I guess it depends on what you mean by "custom hardware and software".
This is not a completely apropos counterexample, but I was involved in the Supercomputer industry back in the 1980s. There was the "big iron", dominated by companies like Cray, CDC, IBM, Fujitsu, Amdahl. Then there were a number of "mini-supercomputers", startups using different architectures and specialized hardware. Most of them you'll never have heard of: Elxsi, CHOPP, Pyramid, nCUBE, and a few others. What killed them? "
The attack of the killer micros". Basically, machines with lots of commodity microprocessors. (I was involved in a project at IBM Research that replaced a vector mainframe with a rack full of Riscsystem 6000s. Got into a lot of political trouble. Deep Blue was a rack full of RS6000s too, which is how I got to meet Gary Kasparov. Long story.)
Companies like Intel (especially), Motorola, National Semiconductor, at the time could throw more money and effort into making better microprocessors than these other companies could improve their specialized hardware. At any given instant, their lead was only 18 months over a machine with a bunch of micros at 1/10th the price (Sequent, Sun, others.)
Fast forward to a decade ago, same thing happened with general purpose micros versus dedicated GPUs, we still need a CPU but it controls an array of GPUs. Fast forward to now, and we see dedicated (but soon to be commodity) NN machines taking part of the market that was dominated by GPUs and vector instruction sets.
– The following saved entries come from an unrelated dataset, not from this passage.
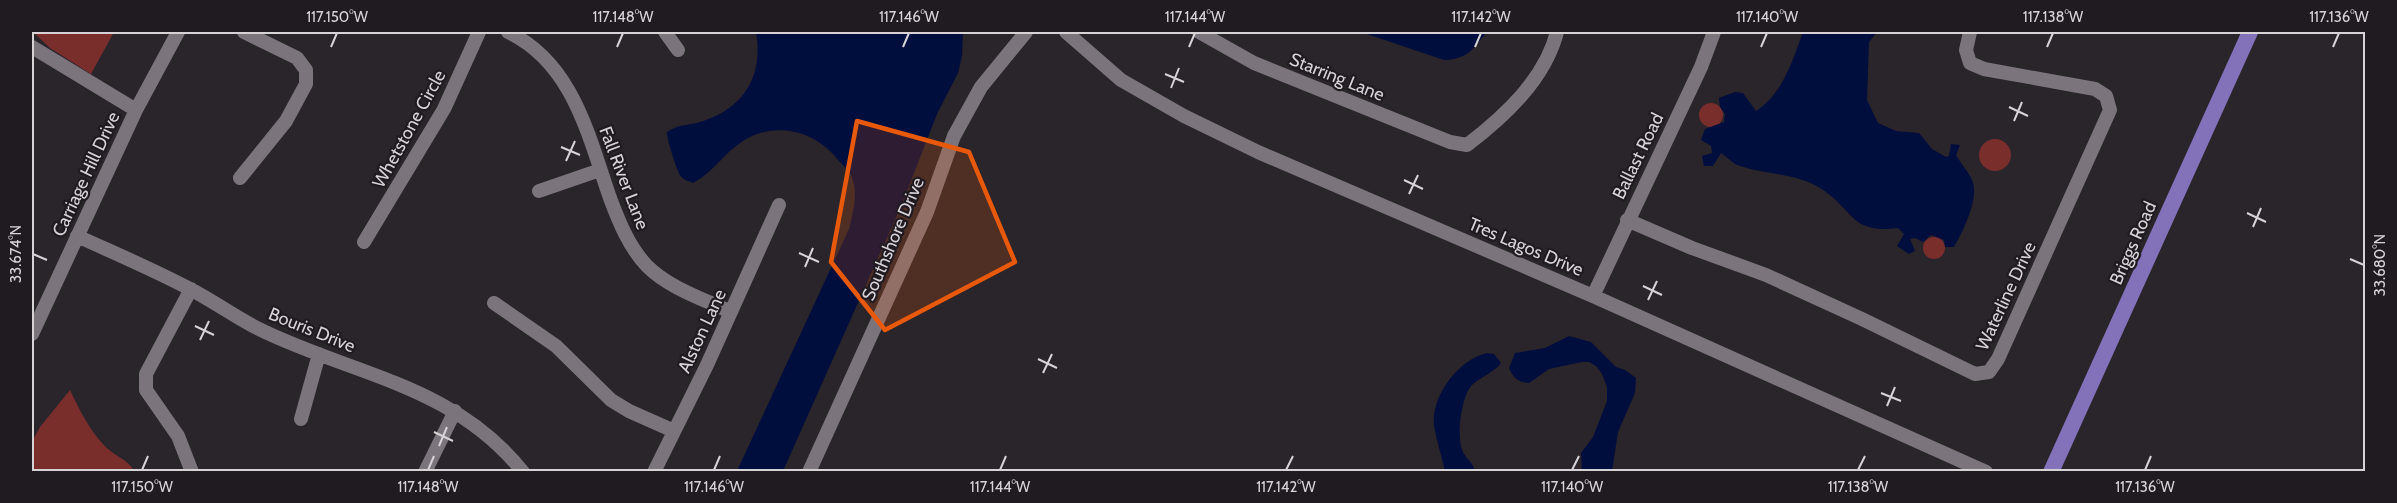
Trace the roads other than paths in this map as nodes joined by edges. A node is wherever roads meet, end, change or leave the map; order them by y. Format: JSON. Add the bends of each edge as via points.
{"nodes":[{"id":1,"x":178,"y":32,"type":"edge"},
{"id":2,"x":244,"y":32,"type":"edge"},
{"id":3,"x":479,"y":32,"type":"edge"},
{"id":4,"x":508,"y":32,"type":"edge"},
{"id":5,"x":665,"y":32,"type":"edge"},
{"id":6,"x":1026,"y":32,"type":"edge"},
{"id":7,"x":1066,"y":32,"type":"edge"},
{"id":8,"x":1199,"y":32,"type":"edge"},
{"id":9,"x":1557,"y":32,"type":"edge"},
{"id":10,"x":1714,"y":32,"type":"edge"},
{"id":11,"x":1970,"y":32,"type":"edge"},
{"id":12,"x":2250,"y":32,"type":"edge"},
{"id":13,"x":32,"y":46,"type":"edge"},
{"id":14,"x":678,"y":50,"type":"dead end"},
{"id":15,"x":136,"y":110,"type":"junction"},
{"id":16,"x":600,"y":170,"type":"junction"},
{"id":17,"x":240,"y":178,"type":"dead end"},
{"id":18,"x":539,"y":191,"type":"dead end"},
{"id":19,"x":780,"y":205,"type":"dead end"},
{"id":20,"x":1627,"y":220,"type":"junction"},
{"id":21,"x":77,"y":236,"type":"junction"},
{"id":22,"x":364,"y":242,"type":"dead end"},
{"id":23,"x":191,"y":289,"type":"junction"},
{"id":24,"x":1593,"y":296,"type":"junction"},
{"id":25,"x":494,"y":303,"type":"dead end"},
{"id":26,"x":731,"y":312,"type":"junction"},
{"id":27,"x":32,"y":334,"type":"edge"},
{"id":28,"x":319,"y":354,"type":"junction"},
{"id":29,"x":455,"y":411,"type":"junction"},
{"id":30,"x":301,"y":419,"type":"dead end"},
{"id":31,"x":674,"y":431,"type":"junction"},
{"id":32,"x":192,"y":471,"type":"edge"},
{"id":33,"x":426,"y":471,"type":"edge"},
{"id":34,"x":523,"y":471,"type":"edge"},
{"id":35,"x":654,"y":471,"type":"edge"},
{"id":36,"x":809,"y":471,"type":"edge"},
{"id":37,"x":1986,"y":471,"type":"edge"},
{"id":38,"x":2051,"y":471,"type":"edge"}],
"edges":[{"from":1,"to":15,"type":"street","name":"Carriage Hill Drive"},
{"from":2,"to":17,"type":"street","via":[[297,58],[306,70],[306,84],[286,122]]},
{"from":3,"to":22,"type":"street","name":"Whetstone Circle","via":[[444,109]]},
{"from":4,"to":16,"type":"street","name":"Fall River Lane","via":[[532,45],[564,80]]},
{"from":5,"to":14,"type":"street"},
{"from":6,"to":36,"type":"street","name":"Southshore Drive","via":[[981,87],[954,136],[927,212]]},
{"from":7,"to":24,"type":"street","name":"Tres Lagos Drive","via":[[1121,80],[1184,116],[1258,152]]},
{"from":8,"to":9,"type":"street","name":"Starring Lane","via":[[1254,63],[1450,142],[1467,145],[1527,89],[1542,69]]},
{"from":10,"to":20,"type":"street","name":"Ballast Road"},
{"from":11,"to":20,"type":"street","name":"Waterline Drive","via":[[1966,50],[1970,63],[1983,69],[2095,89],[2106,96],[2110,110],[1989,372],[1975,374],[1766,275]]},
{"from":12,"to":38,"type":"main road","name":"Briggs Road"},
{"from":13,"to":15,"type":"street"},
{"from":15,"to":21,"type":"street","name":"Carriage Hill Drive"},
{"from":16,"to":18,"type":"street"},
{"from":16,"to":26,"type":"street","name":"Fall River Lane","via":[[622,228],[648,267],[669,282]]},
{"from":19,"to":26,"type":"street","name":"Alston Lane"},
{"from":20,"to":24,"type":"street","name":"Ballast Road"},
{"from":21,"to":23,"type":"street","name":"Bouris Drive"},
{"from":21,"to":27,"type":"street","name":"Carriage Hill Drive"},
{"from":23,"to":28,"type":"street","name":"Bouris Drive","via":[[259,329]]},
{"from":23,"to":32,"type":"street","via":[[146,374],[146,390],[178,436]]},
{"from":24,"to":37,"type":"street","name":"Tres Lagos Drive"},
{"from":25,"to":31,"type":"street","via":[[556,346],[610,399]]},
{"from":26,"to":31,"type":"street","name":"Alston Lane"},
{"from":28,"to":29,"type":"street","name":"Bouris Drive","via":[[396,382]]},
{"from":28,"to":30,"type":"street"},
{"from":29,"to":33,"type":"street"},
{"from":29,"to":34,"type":"street","name":"Bouris Drive","via":[[488,434]]},
{"from":31,"to":35,"type":"street","name":"Alston Lane"}]}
I see us at a fork in the road. Who will be the big player in NN processor chips? Who will be the Intel, or NVidea,
Bitmain, for NNs? There are a bunch of incumbents who have recognized the space being important (Intel, NVidea). There are a bunch of new startups (
LMGTFY). Then there's Tesla. If it was any other company/entrepreneur I'd say that Tesla was not going to succeed in this area, because they would be the supercomputer manufacturers facing the killer micros, and one of the startups would win. But they're not, they are (in this area anyway) a well-funded startup with some of the best talent and a captive market. I think they will lead, not get crushed. I certainly hope so. BUT, to lead, they have to make the chips available to others too; their captive market isn't big enough, and I don't just mean other car manufacturers. They have to open to other entire industries. In other words, they succeed if their hardware is no longer "custom", rather "commodity".
Corollary: Intel and NVidea will not win this race. Incumbents never do, too much baggage. If it isn't Tesla it'll be a different startup. Hmmm, must start looking around and following some of those startups.